Dans les peintures, la technique permet un effet de volume. Elle est généralement utilisée pour représenter des objets inanimés plutôt que des parties de personnages, comme la décoration de feuillage sur les entourages architecturaux, les halos et les détails des habits. En pastiglia de plomb blanc sur cercueils, le sujet est généralement classique, avec un accent particulier sur les histoires de l'histoire romaine antique.

Pastiglia au plomb blanc

Utilisé sur les cadres et les peintures moulées et dorées, le « gesso » est couramment décrit comme pastiglia[3],[4] mais ces dernières décennies, les adeptes du mobilier et des arts décoratifs ont tendance à désigner la pastiglia ou pastiglia de plomb blanc[5] une base de poudre de plomb blanc, obtenue en combinant du plomb en poudre et du vinaigre lié avec du blanc d'œuf, dans un environnement anaérobie. Le plomb blanc lié à l'huile ou au jaune d'œuf était également le pigment le plus courant pour la peinture blanche.

La « pastiglia au plomb blanc », très délicate et utilisée pour de petites surfaces permet de produire des détails très fins. Ce procédé était principalement utilisé sur les petits écrins et boîtes. Les parties concernées étaient généralement pré-moulées, sans doute à partir de matrices métalliques, collés une fois durcies[6]. Généralement laissée à l'état brut, elle ressemblait à de l'ivoire sculpté. Son inconvénient était sa rareté et son prix élevé. La boîte, support principal était fabriquée en bois d'aulne.

Le terme pastiglia date du XVIIe siècle, le nom est employé une fois la technique délaissée. Une variante parfumée appelée pasta di muschio pâte de musc  ») mélangeait un parfum de musc avec de la pâte blanche et était considérée comme aphrodisiaque, et utilisée pour les coffrets offerts lors des mariages[7] et aussi d'autres objets comme des encriers et cadres à miroirs à main[8].

La pastiglia au plomb blanc était une spécialité du nord de l'Italie, produite entre 1450 et 1550 environ. Six ateliers ont été identifiés par Patrick M. De Winter, mais leur emplacement reste incertain. « L'Atelier des Thèmes de l'Amour et de la Morale », dont les produits semblent les plus nombreux, se situait probablement à Ferrare[9] où le peintre Cosmè Tura a commencé sa carrière de dorure sur coffrets[8]. D'autres ateliers identifiés par De Winter incluent « L'Atelier du coffret principal de Berlin » et « L'Atelier du coffret de Cleveland »[10].

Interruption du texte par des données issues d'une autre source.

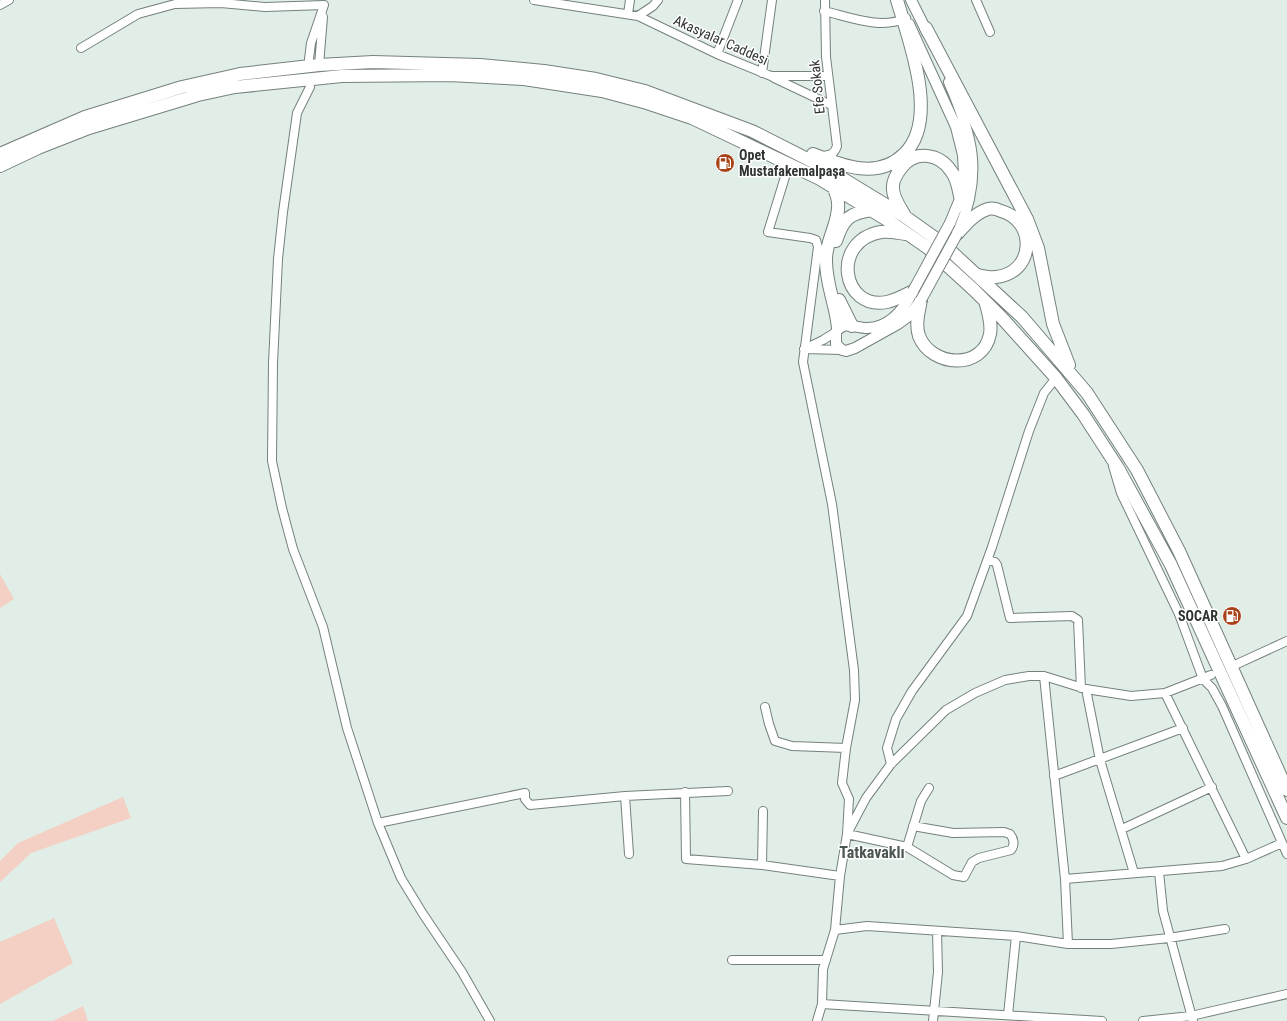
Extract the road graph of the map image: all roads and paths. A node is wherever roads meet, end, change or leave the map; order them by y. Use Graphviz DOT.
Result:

Les sujets représentés étaient classiques, tirés de la mythologie, de l'histoire de la Rome antique, en particulier la première période relatée par Tite-Live et des sujets bibliques. Les compositions empruntées à un autre support, comme des estampes ou des plaquettes de bronze[11],[9] et des sections du même moule peuvent être répétées et utilisées en série.

Le Victoria and Albert Museum conserve un coffret armorié qui est le seul exemple datable à partir de la biographie de son propriétaire, le cardinal Bernhard von Cles, entre 1530, son élévation comme cardinal en 1530 et 1538, année de sa démission en tant que prince-évêque de Trente[12].

De Winter a catalogué 115 «  coffrets pastiglia » en plomb blanc, dont dix mesuraient plus de 20 cm de haut ou de profondeur. Un exemplaire de ce genre, relativement grand a été vendu aux enchères en 2010[13]. Bien qu'ils aient généralement des serrures, leur mince cadre en bois d'aulne fait que les coffrets étaient probablement trop fragiles pour conserver des articles de grande valeur comme les bijoux, et devaient servir pour ranger des objets peu onéreux comme des cosmétiques, des collections de sceaux et de pièces de monnaie.

En 2002, le Lowe Art Museum de Coral Gables, Miami a organisé une exposition Pastiglia Boxes: Hidden Treasures of the Italian Renaissance de la collection de la Galleria Nazionale d'arte antica de Rome, et édité un catalogue d'exposition de 80 pages publié en anglais et italien.

Gesso pastiglia

Le « Gesso pastiglia » se trouve principalement en Italie du XIVe au XVIe siècle sur de plus grands meubles tels que le cassone et sur des cadres peints plutôt en gesso doré qu'en pastiglia de plomb blanc.

La décoration pastiglia a été ajoutée aux peintures sur panneaux et les cadres dorés qui possèdent déjà une fine couche de plâtre dans le cadre de leur préparation. Sur les meubles et les cadres, le gesso semble parfois avoir été sculpté à partir d'une surface plane plus épaisse, dans une technique parfois soustractive ou additive. Une autre technique additive consistait simplement à passer le gesso liquide depuis un sac à travers une buse, comme lors du glaçage d'un gâteau, pour former de longues lignes rondes, souvent vrillées pour les motifs de feuillage. La pastiglia était alors dorée ou peinte.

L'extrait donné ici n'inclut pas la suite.